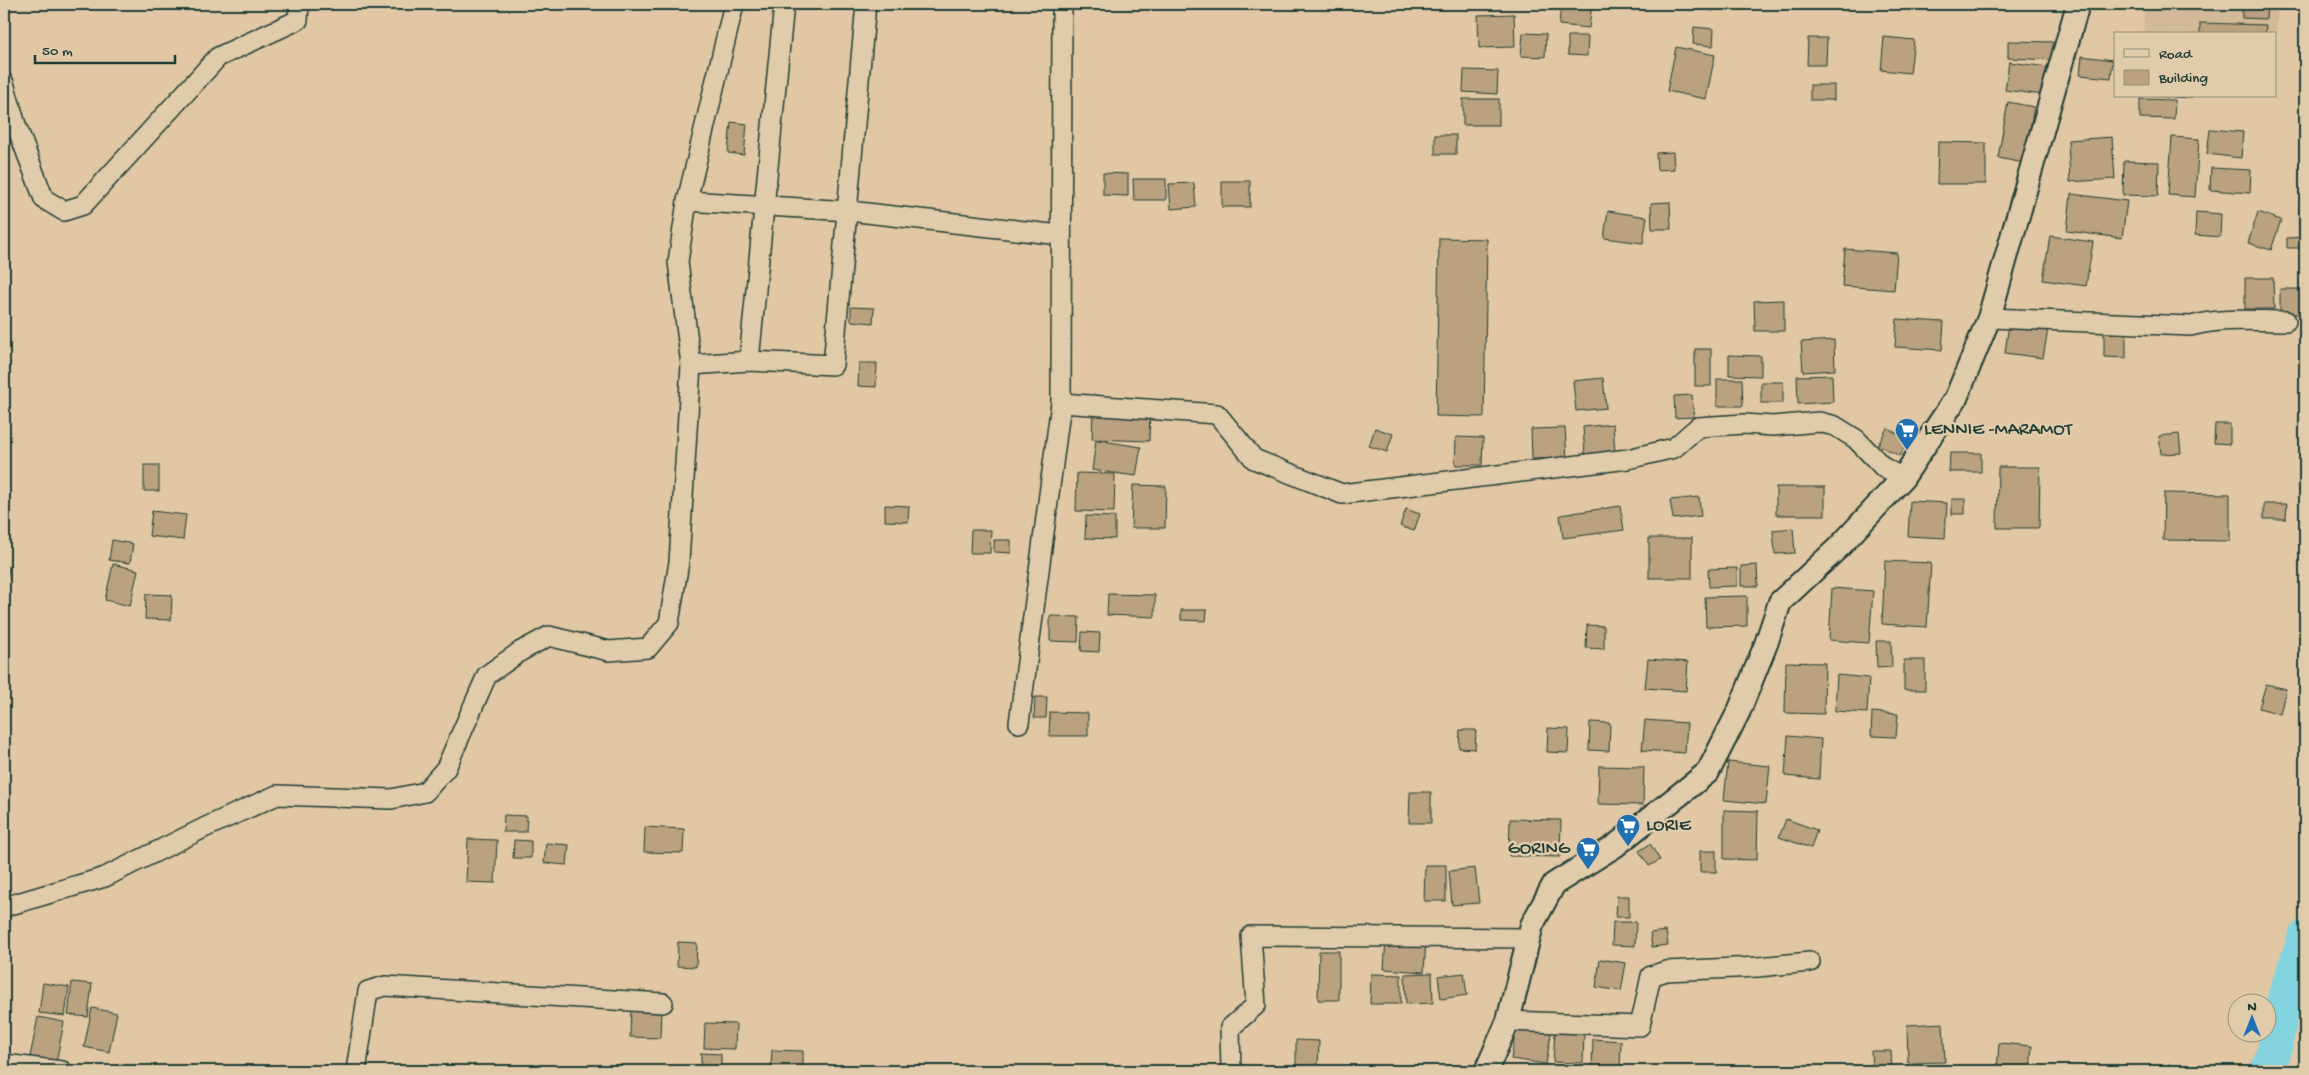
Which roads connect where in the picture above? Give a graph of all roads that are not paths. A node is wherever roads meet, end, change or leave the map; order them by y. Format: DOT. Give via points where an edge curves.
graph roads {
  1 [pos="299,4"];
  2 [pos="734,4"];
  3 [pos="784,4"];
  4 [pos="866,4"];
  5 [pos="1062,4"];
  6 [pos="2078,4"];
  7 [pos="4,83"];
  8 [pos="687,201"];
  9 [pos="764,205"];
  10 [pos="849,211"];
  11 [pos="1060,235"];
  12 [pos="1988,318"];
  13 [pos="2286,321"];
  14 [pos="749,361"];
  15 [pos="691,365"];
  16 [pos="1061,403"];
  17 [pos="1903,478"];
  18 [pos="1019,722"];
  19 [pos="4,907"];
  20 [pos="1529,938"];
  21 [pos="1810,962"];
  22 [pos="663,1003"];
  23 [pos="1508,1021"];
  24 [pos="4,1064"];
  25 [pos="62,1071"];
  26 [pos="356,1071"];
  27 [pos="1231,1071"];
  28 [pos="1486,1071"];
  1 -- 7 [label="street" via="298,20 218,57 83,205 64,211 44,199"];
  2 -- 8 [label="street"];
  3 -- 9 [label="street"];
  4 -- 10 [label="street"];
  5 -- 11 [label="street"];
  6 -- 12 [label="street"];
  8 -- 9 [label="street"];
  8 -- 15 [label="street" via="678,262"];
  9 -- 10 [label="street"];
  9 -- 14 [label="street"];
  10 -- 11 [label="street"];
  10 -- 14 [label="street" via="833,365"];
  11 -- 16 [label="street"];
  12 -- 13 [label="street" via="2191,326 2227,320"];
  12 -- 17 [label="street" via="1956,398"];
  14 -- 15 [label="street"];
  15 -- 19 [label="street" via="679,562 669,622 648,648 608,651 549,636 521,651 487,675 446,768 425,792 391,799 277,795 105,877"];
  16 -- 17 [label="street" via="1217,414 1254,459 1342,494 1628,459 1674,448 1698,427 1744,424 1772,426 1818,422 1835,426 1856,439 1884,468"];
  16 -- 18 [label="street"];
  17 -- 20 [label="street" via="1840,546 1780,602 1739,711 1708,772 1615,846 1554,884 1532,925"];
  20 -- 23 [label="street"];
  20 -- 27 [label="street" via="1251,936 1256,1005 1230,1028"];
  21 -- 23 [label="street" via="1666,971 1651,976 1640,1026"];
  22 -- 26 [label="street" via="385,986 368,991"];
  23 -- 28 [label="street"];
  24 -- 25 [label="street"];
}
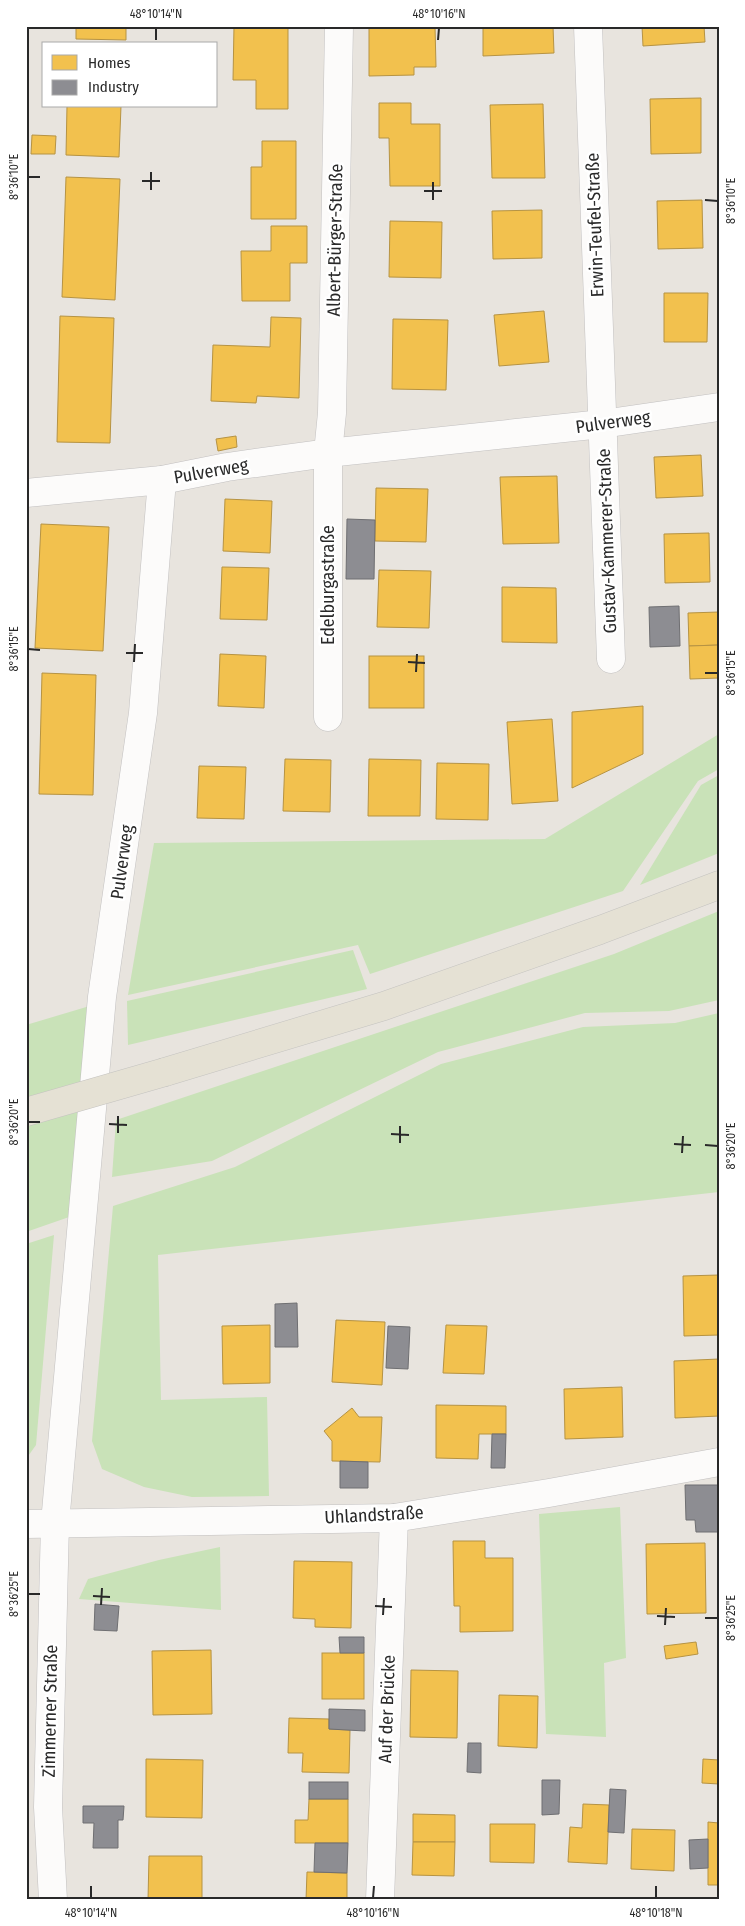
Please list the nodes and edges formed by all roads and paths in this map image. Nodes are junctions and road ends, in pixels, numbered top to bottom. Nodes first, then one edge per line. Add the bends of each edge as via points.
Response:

- **WHAT TO PRODUCE**: Copy the material above in full and exactly, skipping pictures.

- **WRITTEN SOLUTION**:
Which roads connect where in the picture above? Give a graph of all roads that are not paths. A node is wherever roads meet, end, change or leave the map; order them by y. Format: DOT. Give via points where an edge curves.
graph roads {
  1 [pos="299,4"];
  2 [pos="734,4"];
  3 [pos="784,4"];
  4 [pos="866,4"];
  5 [pos="1062,4"];
  6 [pos="2078,4"];
  7 [pos="4,83"];
  8 [pos="687,201"];
  9 [pos="764,205"];
  10 [pos="849,211"];
  11 [pos="1060,235"];
  12 [pos="1988,318"];
  13 [pos="2286,321"];
  14 [pos="749,361"];
  15 [pos="691,365"];
  16 [pos="1061,403"];
  17 [pos="1903,478"];
  18 [pos="1019,722"];
  19 [pos="4,907"];
  20 [pos="1529,938"];
  21 [pos="1810,962"];
  22 [pos="663,1003"];
  23 [pos="1508,1021"];
  24 [pos="4,1064"];
  25 [pos="62,1071"];
  26 [pos="356,1071"];
  27 [pos="1231,1071"];
  28 [pos="1486,1071"];
  1 -- 7 [label="street" via="298,20 218,57 83,205 64,211 44,199"];
  2 -- 8 [label="street"];
  3 -- 9 [label="street"];
  4 -- 10 [label="street"];
  5 -- 11 [label="street"];
  6 -- 12 [label="street"];
  8 -- 9 [label="street"];
  8 -- 15 [label="street" via="678,262"];
  9 -- 10 [label="street"];
  9 -- 14 [label="street"];
  10 -- 11 [label="street"];
  10 -- 14 [label="street" via="833,365"];
  11 -- 16 [label="street"];
  12 -- 13 [label="street" via="2191,326 2227,320"];
  12 -- 17 [label="street" via="1956,398"];
  14 -- 15 [label="street"];
  15 -- 19 [label="street" via="679,562 669,622 648,648 608,651 549,636 521,651 487,675 446,768 425,792 391,799 277,795 105,877"];
  16 -- 17 [label="street" via="1217,414 1254,459 1342,494 1628,459 1674,448 1698,427 1744,424 1772,426 1818,422 1835,426 1856,439 1884,468"];
  16 -- 18 [label="street"];
  17 -- 20 [label="street" via="1840,546 1780,602 1739,711 1708,772 1615,846 1554,884 1532,925"];
  20 -- 23 [label="street"];
  20 -- 27 [label="street" via="1251,936 1256,1005 1230,1028"];
  21 -- 23 [label="street" via="1666,971 1651,976 1640,1026"];
  22 -- 26 [label="street" via="385,986 368,991"];
  23 -- 28 [label="street"];
  24 -- 25 [label="street"];
}
Please list the nodes and edges formed by all roads and paths in this map image. Nodes are junctions and road ends, in pixels, numbered top to bottom. Nodes first, then one edge per line. Add the bends of each edge as via points.
Response:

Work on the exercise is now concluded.